Safety and Efficacy of NAFT900 in Children With Tinea Capitis

Inclusion Criteria: 1. Subjects with clinical diagnosis of tinea capitis with ≤15% involvement of the scalp. 2. Subjects with positive KOH microscopy and culture \[for dermatophytes\]. 3. Male or female subjects ≥6 years and \<13 years of age on the date of the Baseline Visit.
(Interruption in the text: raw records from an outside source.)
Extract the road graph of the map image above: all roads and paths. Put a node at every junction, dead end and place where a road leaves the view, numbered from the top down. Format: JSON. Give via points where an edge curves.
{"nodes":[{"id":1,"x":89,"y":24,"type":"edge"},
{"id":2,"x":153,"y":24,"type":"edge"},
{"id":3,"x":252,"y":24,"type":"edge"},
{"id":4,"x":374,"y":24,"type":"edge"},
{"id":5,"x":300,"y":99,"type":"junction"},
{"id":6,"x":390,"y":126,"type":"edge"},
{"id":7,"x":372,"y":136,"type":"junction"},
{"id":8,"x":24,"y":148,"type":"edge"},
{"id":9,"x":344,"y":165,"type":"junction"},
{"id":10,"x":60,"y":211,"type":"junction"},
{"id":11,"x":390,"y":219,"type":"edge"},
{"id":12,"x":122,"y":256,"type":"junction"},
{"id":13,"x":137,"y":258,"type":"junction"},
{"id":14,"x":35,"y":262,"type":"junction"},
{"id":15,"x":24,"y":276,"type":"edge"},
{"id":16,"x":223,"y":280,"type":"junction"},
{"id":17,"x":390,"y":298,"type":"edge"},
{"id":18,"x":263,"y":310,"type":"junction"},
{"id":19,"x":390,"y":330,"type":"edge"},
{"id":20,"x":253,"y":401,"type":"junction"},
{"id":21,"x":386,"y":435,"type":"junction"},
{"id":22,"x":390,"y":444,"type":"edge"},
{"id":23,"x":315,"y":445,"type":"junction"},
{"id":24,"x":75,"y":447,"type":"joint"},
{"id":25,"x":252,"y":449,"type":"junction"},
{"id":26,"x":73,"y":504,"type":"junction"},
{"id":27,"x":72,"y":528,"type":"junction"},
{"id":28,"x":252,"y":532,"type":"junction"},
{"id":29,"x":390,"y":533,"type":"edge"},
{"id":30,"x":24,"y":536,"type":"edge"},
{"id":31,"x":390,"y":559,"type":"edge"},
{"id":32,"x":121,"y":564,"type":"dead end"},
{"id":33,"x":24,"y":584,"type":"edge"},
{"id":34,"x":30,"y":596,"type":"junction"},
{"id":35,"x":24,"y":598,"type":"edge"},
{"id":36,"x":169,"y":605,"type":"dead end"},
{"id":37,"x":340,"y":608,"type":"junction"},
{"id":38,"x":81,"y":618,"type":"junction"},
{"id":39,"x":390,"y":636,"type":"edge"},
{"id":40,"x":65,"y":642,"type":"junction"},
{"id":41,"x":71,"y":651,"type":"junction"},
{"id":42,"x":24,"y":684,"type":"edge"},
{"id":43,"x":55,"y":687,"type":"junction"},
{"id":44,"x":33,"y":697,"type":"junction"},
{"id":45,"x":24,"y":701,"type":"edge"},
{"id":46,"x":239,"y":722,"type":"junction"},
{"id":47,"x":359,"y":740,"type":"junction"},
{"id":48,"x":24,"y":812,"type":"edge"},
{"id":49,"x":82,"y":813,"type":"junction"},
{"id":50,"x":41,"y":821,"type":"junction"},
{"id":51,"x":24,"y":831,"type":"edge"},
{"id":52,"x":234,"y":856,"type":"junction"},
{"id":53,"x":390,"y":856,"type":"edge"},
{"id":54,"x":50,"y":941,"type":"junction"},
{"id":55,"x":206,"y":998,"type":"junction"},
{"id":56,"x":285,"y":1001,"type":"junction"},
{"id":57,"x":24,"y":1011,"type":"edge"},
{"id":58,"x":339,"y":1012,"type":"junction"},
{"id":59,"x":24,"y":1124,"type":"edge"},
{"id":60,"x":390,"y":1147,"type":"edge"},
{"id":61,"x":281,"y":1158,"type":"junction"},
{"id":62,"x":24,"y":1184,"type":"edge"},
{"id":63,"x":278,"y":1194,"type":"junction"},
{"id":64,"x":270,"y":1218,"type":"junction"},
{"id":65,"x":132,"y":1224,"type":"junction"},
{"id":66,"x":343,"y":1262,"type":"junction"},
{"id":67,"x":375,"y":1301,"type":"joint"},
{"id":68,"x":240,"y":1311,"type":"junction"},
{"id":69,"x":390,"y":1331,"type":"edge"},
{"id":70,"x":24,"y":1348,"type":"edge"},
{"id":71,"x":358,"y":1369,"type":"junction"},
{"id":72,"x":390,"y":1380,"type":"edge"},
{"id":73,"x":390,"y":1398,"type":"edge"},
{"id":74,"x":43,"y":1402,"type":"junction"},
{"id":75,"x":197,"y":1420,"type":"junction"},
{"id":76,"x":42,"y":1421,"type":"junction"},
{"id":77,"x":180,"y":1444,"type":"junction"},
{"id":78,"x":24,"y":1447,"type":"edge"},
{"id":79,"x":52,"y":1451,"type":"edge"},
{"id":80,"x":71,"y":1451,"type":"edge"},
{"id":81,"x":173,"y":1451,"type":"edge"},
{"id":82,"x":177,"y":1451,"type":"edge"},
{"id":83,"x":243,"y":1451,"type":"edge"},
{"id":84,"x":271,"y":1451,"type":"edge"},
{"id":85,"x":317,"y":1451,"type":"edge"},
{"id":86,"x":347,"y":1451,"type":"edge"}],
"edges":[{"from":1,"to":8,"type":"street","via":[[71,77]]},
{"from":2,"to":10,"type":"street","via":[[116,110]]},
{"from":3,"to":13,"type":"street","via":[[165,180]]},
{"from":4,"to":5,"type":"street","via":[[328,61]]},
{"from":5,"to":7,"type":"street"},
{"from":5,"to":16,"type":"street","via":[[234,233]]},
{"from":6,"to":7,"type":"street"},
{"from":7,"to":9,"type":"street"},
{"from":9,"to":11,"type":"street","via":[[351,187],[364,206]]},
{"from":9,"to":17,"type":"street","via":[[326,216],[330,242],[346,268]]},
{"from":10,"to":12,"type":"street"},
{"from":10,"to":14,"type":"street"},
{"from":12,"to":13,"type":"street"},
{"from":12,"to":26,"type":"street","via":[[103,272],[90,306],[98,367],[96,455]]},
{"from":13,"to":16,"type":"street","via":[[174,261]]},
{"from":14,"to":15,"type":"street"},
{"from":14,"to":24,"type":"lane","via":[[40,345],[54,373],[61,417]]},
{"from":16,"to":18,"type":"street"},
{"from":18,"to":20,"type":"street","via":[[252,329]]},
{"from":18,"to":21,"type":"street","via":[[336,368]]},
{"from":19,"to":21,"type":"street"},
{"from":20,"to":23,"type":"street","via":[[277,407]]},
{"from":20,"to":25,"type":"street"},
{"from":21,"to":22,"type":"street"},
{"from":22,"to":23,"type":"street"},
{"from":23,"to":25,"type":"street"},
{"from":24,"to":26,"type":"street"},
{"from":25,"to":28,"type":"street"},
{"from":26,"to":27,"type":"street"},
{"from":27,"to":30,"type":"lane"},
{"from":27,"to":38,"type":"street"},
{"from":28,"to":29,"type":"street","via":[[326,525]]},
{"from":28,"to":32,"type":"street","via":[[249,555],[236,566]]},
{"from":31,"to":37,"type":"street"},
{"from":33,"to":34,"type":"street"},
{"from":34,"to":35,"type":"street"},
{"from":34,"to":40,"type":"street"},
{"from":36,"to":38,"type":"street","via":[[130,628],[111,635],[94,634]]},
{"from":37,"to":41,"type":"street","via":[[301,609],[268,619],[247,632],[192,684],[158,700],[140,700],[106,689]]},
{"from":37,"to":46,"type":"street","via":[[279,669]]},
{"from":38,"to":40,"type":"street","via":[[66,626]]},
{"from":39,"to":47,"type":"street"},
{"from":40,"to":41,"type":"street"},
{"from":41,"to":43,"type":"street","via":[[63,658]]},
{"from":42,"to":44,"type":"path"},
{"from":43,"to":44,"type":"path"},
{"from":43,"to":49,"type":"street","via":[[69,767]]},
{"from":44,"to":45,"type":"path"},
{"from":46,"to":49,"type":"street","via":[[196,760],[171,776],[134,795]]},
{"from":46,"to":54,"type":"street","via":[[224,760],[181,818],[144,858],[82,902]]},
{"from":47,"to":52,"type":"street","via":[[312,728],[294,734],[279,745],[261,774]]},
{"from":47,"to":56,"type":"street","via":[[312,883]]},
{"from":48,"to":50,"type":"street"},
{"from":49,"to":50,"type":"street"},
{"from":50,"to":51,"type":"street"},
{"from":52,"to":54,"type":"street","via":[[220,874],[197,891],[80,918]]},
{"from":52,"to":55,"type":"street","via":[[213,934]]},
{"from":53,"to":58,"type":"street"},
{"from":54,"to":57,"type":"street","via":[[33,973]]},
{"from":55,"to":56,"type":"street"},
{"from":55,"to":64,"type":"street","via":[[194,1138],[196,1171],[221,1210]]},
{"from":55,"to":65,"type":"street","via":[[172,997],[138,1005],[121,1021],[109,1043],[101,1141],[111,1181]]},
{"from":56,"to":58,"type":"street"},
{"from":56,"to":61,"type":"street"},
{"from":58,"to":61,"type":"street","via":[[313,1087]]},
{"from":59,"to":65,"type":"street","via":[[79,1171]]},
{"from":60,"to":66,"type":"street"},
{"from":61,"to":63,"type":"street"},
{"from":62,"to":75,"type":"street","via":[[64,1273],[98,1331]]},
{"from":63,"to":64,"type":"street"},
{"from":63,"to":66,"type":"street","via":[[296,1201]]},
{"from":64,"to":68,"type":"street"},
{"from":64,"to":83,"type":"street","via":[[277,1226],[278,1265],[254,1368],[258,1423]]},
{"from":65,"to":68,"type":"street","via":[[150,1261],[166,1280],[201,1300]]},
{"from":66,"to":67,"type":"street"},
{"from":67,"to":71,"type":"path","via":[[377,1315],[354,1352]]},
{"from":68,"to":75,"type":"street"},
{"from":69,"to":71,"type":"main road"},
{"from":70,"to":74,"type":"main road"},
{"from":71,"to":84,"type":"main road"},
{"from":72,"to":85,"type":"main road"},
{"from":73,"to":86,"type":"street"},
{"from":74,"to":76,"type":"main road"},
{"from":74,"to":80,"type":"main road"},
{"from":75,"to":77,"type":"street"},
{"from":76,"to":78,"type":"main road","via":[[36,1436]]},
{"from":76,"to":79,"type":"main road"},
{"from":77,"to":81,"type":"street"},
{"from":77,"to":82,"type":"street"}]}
Exclusion Criteria: 1. Subject with acute inflammatory fungal infection of the scalp (kerion) 2. Subjects with skin disease on the scalp, or any other condition or prior/present treatment which in the opinion of the investigator would interfere with the study drug's effect or assessments (e.g., psoriasis, seborrheic dermatitis). 3. Subjects who received immunosuppressant therapy, cytostatic therapy or radiation therapy within 4 weeks prior to the baseline. 4. Subjects who received systemic corticosteroids and/or systemic antibiotics within 4 weeks prior to study entry (or during study). 5. Subjects who have used systemic antifungal treatment within 4 weeks prior to the baseline. 6. Subjects who have used antifungal agents, corticosteroid preparations, ketoconazole, ciclopirox, salicylic acid, terbinafine, amorolfine, butenafine, clotrimazole, econazole, oxiconazole, sertaconazole, sulconazole, luliconazole, fluconazole, benzoic acid, griseofulvin, undecylenic acid, zinc pyrithione or selenium sulfide, or tar containing topical treatments for their scalp within 1 week prior to the baseline visit. 7. Subjects with a life-threatening condition (ex. autoimmune deficiency syndrome, cancer, unstable angina, or myocardial infarction) within the last 6 months prior to baseline visit.